**PROBLEM TO WORK ON**. Leaving the pictures aside, transcribe every line below exactly.

BEGIN

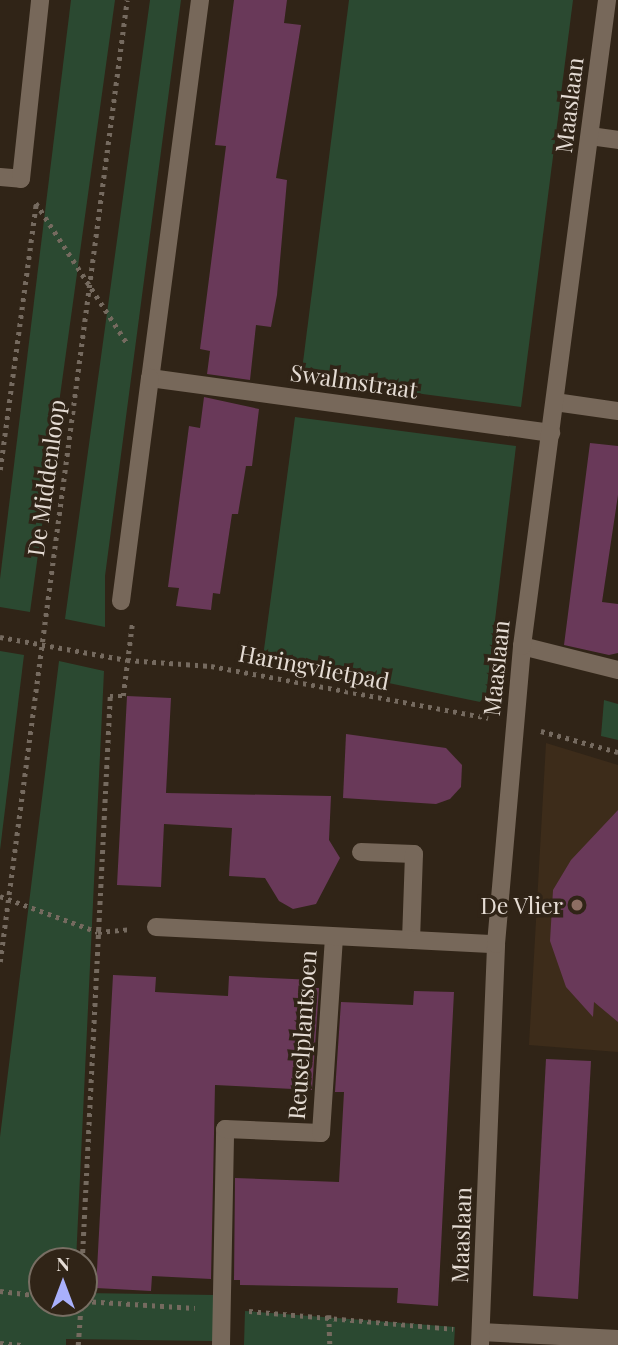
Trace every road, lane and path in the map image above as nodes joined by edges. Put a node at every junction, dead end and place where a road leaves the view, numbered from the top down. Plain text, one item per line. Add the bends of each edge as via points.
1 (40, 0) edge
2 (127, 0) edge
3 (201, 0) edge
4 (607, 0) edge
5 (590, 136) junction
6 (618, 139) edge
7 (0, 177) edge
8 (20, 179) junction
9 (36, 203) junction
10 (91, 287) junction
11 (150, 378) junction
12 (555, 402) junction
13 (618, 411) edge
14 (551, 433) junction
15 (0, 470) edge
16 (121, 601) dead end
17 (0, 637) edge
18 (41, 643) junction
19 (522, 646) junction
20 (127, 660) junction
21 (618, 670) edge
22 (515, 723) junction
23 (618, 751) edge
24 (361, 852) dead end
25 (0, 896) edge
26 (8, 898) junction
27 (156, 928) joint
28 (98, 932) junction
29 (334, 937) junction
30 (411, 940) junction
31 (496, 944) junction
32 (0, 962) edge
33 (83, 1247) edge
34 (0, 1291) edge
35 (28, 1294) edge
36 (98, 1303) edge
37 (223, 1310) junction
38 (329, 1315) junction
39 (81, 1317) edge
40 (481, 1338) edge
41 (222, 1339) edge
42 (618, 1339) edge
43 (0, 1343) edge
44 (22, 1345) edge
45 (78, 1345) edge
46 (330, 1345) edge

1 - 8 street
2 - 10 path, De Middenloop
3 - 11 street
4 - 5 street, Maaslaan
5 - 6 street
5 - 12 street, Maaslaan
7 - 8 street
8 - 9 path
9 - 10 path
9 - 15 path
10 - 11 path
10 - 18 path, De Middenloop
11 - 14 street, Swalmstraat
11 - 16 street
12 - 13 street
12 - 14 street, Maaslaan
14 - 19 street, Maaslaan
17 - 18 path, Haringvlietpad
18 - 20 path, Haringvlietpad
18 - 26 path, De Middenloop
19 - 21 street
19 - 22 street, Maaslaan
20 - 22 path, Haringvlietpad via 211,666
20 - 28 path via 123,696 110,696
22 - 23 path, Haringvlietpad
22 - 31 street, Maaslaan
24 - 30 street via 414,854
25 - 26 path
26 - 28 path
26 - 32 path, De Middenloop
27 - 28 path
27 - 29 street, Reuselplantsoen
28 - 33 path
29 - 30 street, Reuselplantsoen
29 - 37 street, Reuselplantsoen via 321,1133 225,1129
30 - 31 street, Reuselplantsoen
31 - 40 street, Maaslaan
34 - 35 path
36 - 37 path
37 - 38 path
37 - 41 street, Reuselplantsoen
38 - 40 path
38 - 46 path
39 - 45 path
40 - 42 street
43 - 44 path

END

**EXERCISE ANSWER**.
Trace every road, lane and path in the map image above as nodes joined by edges. Put a node at every junction, dead end and place where a road leaves the view, numbered from the top down. Plain text, one item per line. Add the bends of each edge as via points.
1 (40, 0) edge
2 (127, 0) edge
3 (201, 0) edge
4 (607, 0) edge
5 (590, 136) junction
6 (618, 139) edge
7 (0, 177) edge
8 (20, 179) junction
9 (36, 203) junction
10 (91, 287) junction
11 (150, 378) junction
12 (555, 402) junction
13 (618, 411) edge
14 (551, 433) junction
15 (0, 470) edge
16 (121, 601) dead end
17 (0, 637) edge
18 (41, 643) junction
19 (522, 646) junction
20 (127, 660) junction
21 (618, 670) edge
22 (515, 723) junction
23 (618, 751) edge
24 (361, 852) dead end
25 (0, 896) edge
26 (8, 898) junction
27 (156, 928) joint
28 (98, 932) junction
29 (334, 937) junction
30 (411, 940) junction
31 (496, 944) junction
32 (0, 962) edge
33 (83, 1247) edge
34 (0, 1291) edge
35 (28, 1294) edge
36 (98, 1303) edge
37 (223, 1310) junction
38 (329, 1315) junction
39 (81, 1317) edge
40 (481, 1338) edge
41 (222, 1339) edge
42 (618, 1339) edge
43 (0, 1343) edge
44 (22, 1345) edge
45 (78, 1345) edge
46 (330, 1345) edge

1 - 8 street
2 - 10 path, De Middenloop
3 - 11 street
4 - 5 street, Maaslaan
5 - 6 street
5 - 12 street, Maaslaan
7 - 8 street
8 - 9 path
9 - 10 path
9 - 15 path
10 - 11 path
10 - 18 path, De Middenloop
11 - 14 street, Swalmstraat
11 - 16 street
12 - 13 street
12 - 14 street, Maaslaan
14 - 19 street, Maaslaan
17 - 18 path, Haringvlietpad
18 - 20 path, Haringvlietpad
18 - 26 path, De Middenloop
19 - 21 street
19 - 22 street, Maaslaan
20 - 22 path, Haringvlietpad via 211,666
20 - 28 path via 123,696 110,696
22 - 23 path, Haringvlietpad
22 - 31 street, Maaslaan
24 - 30 street via 414,854
25 - 26 path
26 - 28 path
26 - 32 path, De Middenloop
27 - 28 path
27 - 29 street, Reuselplantsoen
28 - 33 path
29 - 30 street, Reuselplantsoen
29 - 37 street, Reuselplantsoen via 321,1133 225,1129
30 - 31 street, Reuselplantsoen
31 - 40 street, Maaslaan
34 - 35 path
36 - 37 path
37 - 38 path
37 - 41 street, Reuselplantsoen
38 - 40 path
38 - 46 path
39 - 45 path
40 - 42 street
43 - 44 path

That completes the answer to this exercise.